- Information given
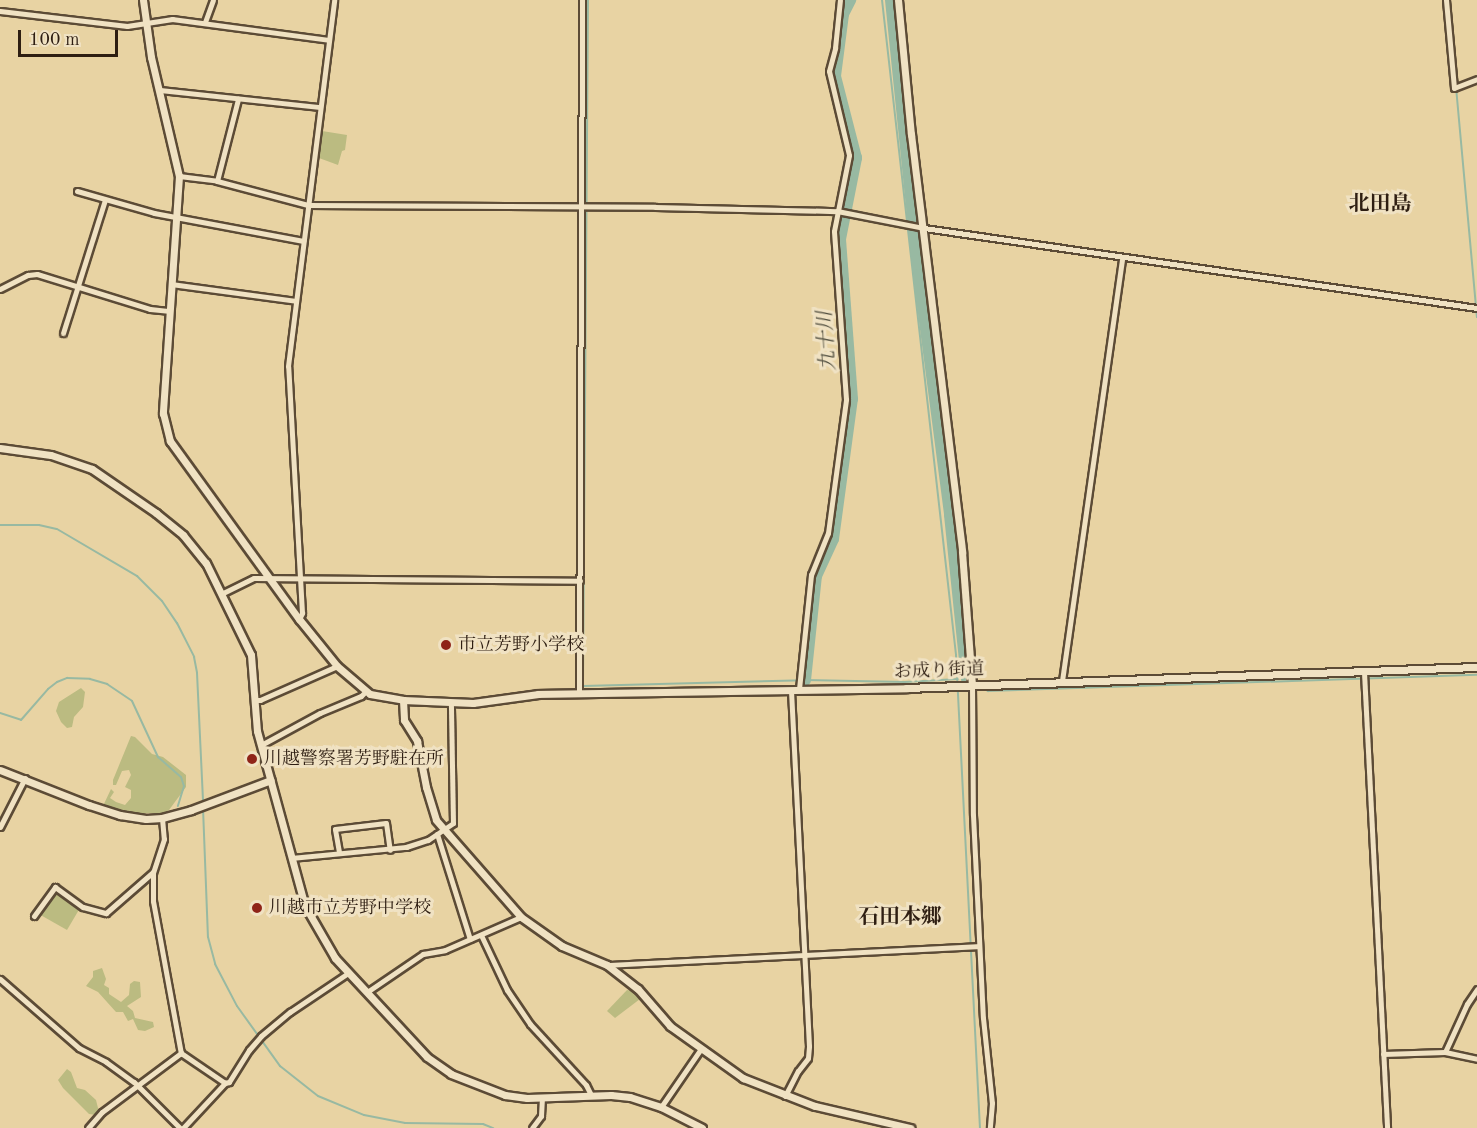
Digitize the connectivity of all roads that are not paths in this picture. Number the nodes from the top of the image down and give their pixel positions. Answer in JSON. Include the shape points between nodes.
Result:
{"nodes":[{"id":1,"x":143,"y":0,"type":"edge"},
{"id":2,"x":213,"y":0,"type":"edge"},
{"id":3,"x":334,"y":0,"type":"edge"},
{"id":4,"x":582,"y":0,"type":"edge"},
{"id":5,"x":840,"y":0,"type":"edge"},
{"id":6,"x":898,"y":0,"type":"edge"},
{"id":7,"x":1446,"y":0,"type":"edge"},
{"id":8,"x":0,"y":11,"type":"edge"},
{"id":9,"x":205,"y":22,"type":"junction"},
{"id":10,"x":146,"y":23,"type":"junction"},
{"id":11,"x":329,"y":40,"type":"junction"},
{"id":12,"x":1477,"y":79,"type":"edge"},
{"id":13,"x":160,"y":90,"type":"junction"},
{"id":14,"x":238,"y":99,"type":"junction"},
{"id":15,"x":320,"y":107,"type":"junction"},
{"id":16,"x":179,"y":176,"type":"junction"},
{"id":17,"x":217,"y":181,"type":"junction"},
{"id":18,"x":77,"y":191,"type":"dead end"},
{"id":19,"x":105,"y":200,"type":"junction"},
{"id":20,"x":308,"y":205,"type":"junction"},
{"id":21,"x":582,"y":206,"type":"junction"},
{"id":22,"x":837,"y":211,"type":"junction"},
{"id":23,"x":177,"y":217,"type":"junction"},
{"id":24,"x":924,"y":228,"type":"junction"},
{"id":25,"x":303,"y":241,"type":"junction"},
{"id":26,"x":1122,"y":258,"type":"junction"},
{"id":27,"x":171,"y":284,"type":"junction"},
{"id":28,"x":77,"y":287,"type":"junction"},
{"id":29,"x":0,"y":290,"type":"edge"},
{"id":30,"x":296,"y":301,"type":"junction"},
{"id":31,"x":1477,"y":308,"type":"edge"},
{"id":32,"x":168,"y":311,"type":"junction"},
{"id":33,"x":63,"y":333,"type":"dead end"},
{"id":34,"x":0,"y":448,"type":"edge"},
{"id":35,"x":269,"y":578,"type":"junction"},
{"id":36,"x":301,"y":578,"type":"junction"},
{"id":37,"x":580,"y":580,"type":"junction"},
{"id":38,"x":223,"y":593,"type":"junction"},
{"id":39,"x":299,"y":619,"type":"junction"},
{"id":40,"x":338,"y":666,"type":"junction"},
{"id":41,"x":1477,"y":667,"type":"edge"},
{"id":42,"x":1364,"y":674,"type":"junction"},
{"id":43,"x":1062,"y":681,"type":"junction"},
{"id":44,"x":972,"y":685,"type":"junction"},
{"id":45,"x":795,"y":689,"type":"junction"},
{"id":46,"x":365,"y":692,"type":"junction"},
{"id":47,"x":579,"y":693,"type":"junction"},
{"id":48,"x":254,"y":700,"type":"junction"},
{"id":49,"x":403,"y":700,"type":"junction"},
{"id":50,"x":451,"y":703,"type":"junction"},
{"id":51,"x":261,"y":745,"type":"junction"},
{"id":52,"x":0,"y":770,"type":"edge"},
{"id":53,"x":25,"y":778,"type":"junction"},
{"id":54,"x":271,"y":780,"type":"junction"},
{"id":55,"x":162,"y":818,"type":"junction"},
{"id":56,"x":0,"y":827,"type":"edge"},
{"id":57,"x":439,"y":831,"type":"junction"},
{"id":58,"x":390,"y":850,"type":"junction"},
{"id":59,"x":339,"y":852,"type":"junction"},
{"id":60,"x":291,"y":858,"type":"junction"},
{"id":61,"x":153,"y":872,"type":"junction"},
{"id":62,"x":34,"y":916,"type":"dead end"},
{"id":63,"x":521,"y":917,"type":"junction"},
{"id":64,"x":481,"y":935,"type":"junction"},
{"id":65,"x":471,"y":939,"type":"junction"},
{"id":66,"x":979,"y":946,"type":"junction"},
{"id":67,"x":804,"y":954,"type":"junction"},
{"id":68,"x":607,"y":965,"type":"junction"},
{"id":69,"x":348,"y":973,"type":"junction"},
{"id":70,"x":0,"y":979,"type":"edge"},
{"id":71,"x":1477,"y":989,"type":"edge"},
{"id":72,"x":368,"y":992,"type":"junction"},
{"id":73,"x":700,"y":1050,"type":"junction"},
{"id":74,"x":1445,"y":1052,"type":"junction"},
{"id":75,"x":181,"y":1053,"type":"junction"},
{"id":76,"x":1383,"y":1054,"type":"junction"},
{"id":77,"x":1477,"y":1059,"type":"edge"},
{"id":78,"x":225,"y":1083,"type":"junction"},
{"id":79,"x":138,"y":1086,"type":"junction"},
{"id":80,"x":591,"y":1095,"type":"junction"},
{"id":81,"x":785,"y":1096,"type":"junction"},
{"id":82,"x":543,"y":1098,"type":"junction"},
{"id":83,"x":661,"y":1107,"type":"junction"},
{"id":84,"x":88,"y":1128,"type":"edge"},
{"id":85,"x":181,"y":1128,"type":"edge"},
{"id":86,"x":532,"y":1128,"type":"edge"},
{"id":87,"x":702,"y":1128,"type":"edge"},
{"id":88,"x":910,"y":1128,"type":"edge"},
{"id":89,"x":990,"y":1128,"type":"edge"},
{"id":90,"x":1387,"y":1128,"type":"edge"}],
"edges":[{"from":1,"to":10,"type":"street"},
{"from":2,"to":9,"type":"street"},
{"from":3,"to":11,"type":"street"},
{"from":4,"to":21,"type":"street"},
{"from":5,"to":22,"type":"street","via":[[829,71],[849,155]]},
{"from":6,"to":24,"type":"street"},
{"from":7,"to":12,"type":"street","via":[[1454,88]]},
{"from":8,"to":10,"type":"street","via":[[127,26]]},
{"from":9,"to":10,"type":"street","via":[[172,19]]},
{"from":9,"to":11,"type":"street"},
{"from":10,"to":13,"type":"street"},
{"from":11,"to":15,"type":"street"},
{"from":13,"to":14,"type":"street"},
{"from":13,"to":16,"type":"street"},
{"from":14,"to":15,"type":"street"},
{"from":14,"to":17,"type":"street"},
{"from":15,"to":20,"type":"street"},
{"from":16,"to":17,"type":"street"},
{"from":16,"to":23,"type":"street"},
{"from":17,"to":20,"type":"street"},
{"from":18,"to":19,"type":"street"},
{"from":19,"to":23,"type":"street"},
{"from":19,"to":28,"type":"street"},
{"from":20,"to":21,"type":"street"},
{"from":20,"to":25,"type":"street"},
{"from":21,"to":22,"type":"street"},
{"from":21,"to":37,"type":"street"},
{"from":22,"to":24,"type":"street"},
{"from":22,"to":45,"type":"street","via":[[834,231],[846,399],[828,533],[811,575]]},
{"from":23,"to":25,"type":"street"},
{"from":23,"to":27,"type":"street"},
{"from":24,"to":26,"type":"street"},
{"from":24,"to":44,"type":"street","via":[[962,552]]},
{"from":25,"to":30,"type":"street"},
{"from":26,"to":31,"type":"street"},
{"from":26,"to":43,"type":"street"},
{"from":27,"to":30,"type":"street"},
{"from":27,"to":32,"type":"street"},
{"from":28,"to":29,"type":"street","via":[[37,274]]},
{"from":28,"to":32,"type":"street"},
{"from":28,"to":33,"type":"street"},
{"from":30,"to":36,"type":"street","via":[[288,375]]},
{"from":32,"to":35,"type":"street","via":[[163,413],[170,441]]},
{"from":34,"to":38,"type":"street","via":[[51,454],[110,480],[183,535],[206,563]]},
{"from":35,"to":36,"type":"street"},
{"from":35,"to":38,"type":"street","via":[[246,581]]},
{"from":35,"to":39,"type":"street"},
{"from":36,"to":37,"type":"street"},
{"from":36,"to":39,"type":"street"},
{"from":37,"to":47,"type":"street"},
{"from":38,"to":48,"type":"street","via":[[251,655]]},
{"from":39,"to":40,"type":"street"},
{"from":40,"to":46,"type":"street"},
{"from":40,"to":48,"type":"street"},
{"from":41,"to":42,"type":"street","name":"お成り街道"},
{"from":42,"to":43,"type":"street","name":"お成り街道"},
{"from":42,"to":76,"type":"street"},
{"from":43,"to":44,"type":"street","name":"お成り街道"},
{"from":44,"to":45,"type":"street","name":"お成り街道"},
{"from":44,"to":66,"type":"street"},
{"from":45,"to":47,"type":"street","name":"お成り街道"},
{"from":45,"to":67,"type":"street"},
{"from":46,"to":49,"type":"street","name":"お成り街道"},
{"from":46,"to":51,"type":"street"},
{"from":47,"to":50,"type":"street","name":"お成り街道"},
{"from":48,"to":51,"type":"street"},
{"from":49,"to":50,"type":"street","name":"お成り街道"},
{"from":49,"to":57,"type":"street","via":[[404,720],[417,741]]},
{"from":50,"to":57,"type":"street","via":[[455,818]]},
{"from":51,"to":54,"type":"street"},
{"from":52,"to":53,"type":"street"},
{"from":53,"to":55,"type":"street","via":[[58,794],[120,814]]},
{"from":53,"to":56,"type":"street"},
{"from":54,"to":55,"type":"street"},
{"from":54,"to":60,"type":"street"},
{"from":55,"to":61,"type":"street","via":[[162,849]]},
{"from":57,"to":58,"type":"street","via":[[428,840]]},
{"from":57,"to":63,"type":"street"},
{"from":57,"to":65,"type":"street"},
{"from":58,"to":59,"type":"street"},
{"from":58,"to":59,"type":"street","via":[[386,823],[335,829]]},
{"from":59,"to":60,"type":"street"},
{"from":60,"to":69,"type":"street","via":[[313,923]]},
{"from":61,"to":62,"type":"street","via":[[106,913],[83,907],[55,887]]},
{"from":61,"to":75,"type":"street","via":[[155,920]]},
{"from":63,"to":64,"type":"street"},
{"from":63,"to":68,"type":"street","via":[[562,946]]},
{"from":64,"to":65,"type":"street"},
{"from":64,"to":80,"type":"street","via":[[507,990],[530,1024]]},
{"from":65,"to":72,"type":"street","via":[[423,954]]},
{"from":66,"to":67,"type":"street"},
{"from":66,"to":89,"type":"street","via":[[992,1103]]},
{"from":67,"to":68,"type":"street"},
{"from":67,"to":81,"type":"street","via":[[808,1058]]},
{"from":68,"to":73,"type":"street","via":[[638,989],[670,1026]]},
{"from":69,"to":72,"type":"street"},
{"from":69,"to":78,"type":"street","via":[[275,1023]]},
{"from":70,"to":79,"type":"street","via":[[79,1048],[119,1070]]},
{"from":71,"to":74,"type":"street"},
{"from":72,"to":82,"type":"street","via":[[422,1052],[451,1074],[505,1095]]},
{"from":73,"to":81,"type":"street","via":[[743,1078]]},
{"from":73,"to":83,"type":"street"},
{"from":74,"to":76,"type":"street"},
{"from":74,"to":77,"type":"street"},
{"from":75,"to":78,"type":"street"},
{"from":75,"to":79,"type":"street"},
{"from":76,"to":90,"type":"street"},
{"from":78,"to":85,"type":"street"},
{"from":79,"to":84,"type":"street","via":[[102,1112]]},
{"from":79,"to":85,"type":"street"},
{"from":80,"to":82,"type":"street"},
{"from":80,"to":83,"type":"street","via":[[630,1097]]},
{"from":81,"to":88,"type":"street"},
{"from":82,"to":86,"type":"street","via":[[541,1116]]},
{"from":83,"to":87,"type":"street"}]}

- Exercise instructions
Where the string "nodes" occurs in a line of the material above, copy the whole line.

- Task result
Digitize the connectivity of all roads that are not paths in this picture. Number the nodes from the top of the image down and give their pixel positions. Answer in JSON. Include the shape points between nodes.
{"nodes":[{"id":1,"x":143,"y":0,"type":"edge"},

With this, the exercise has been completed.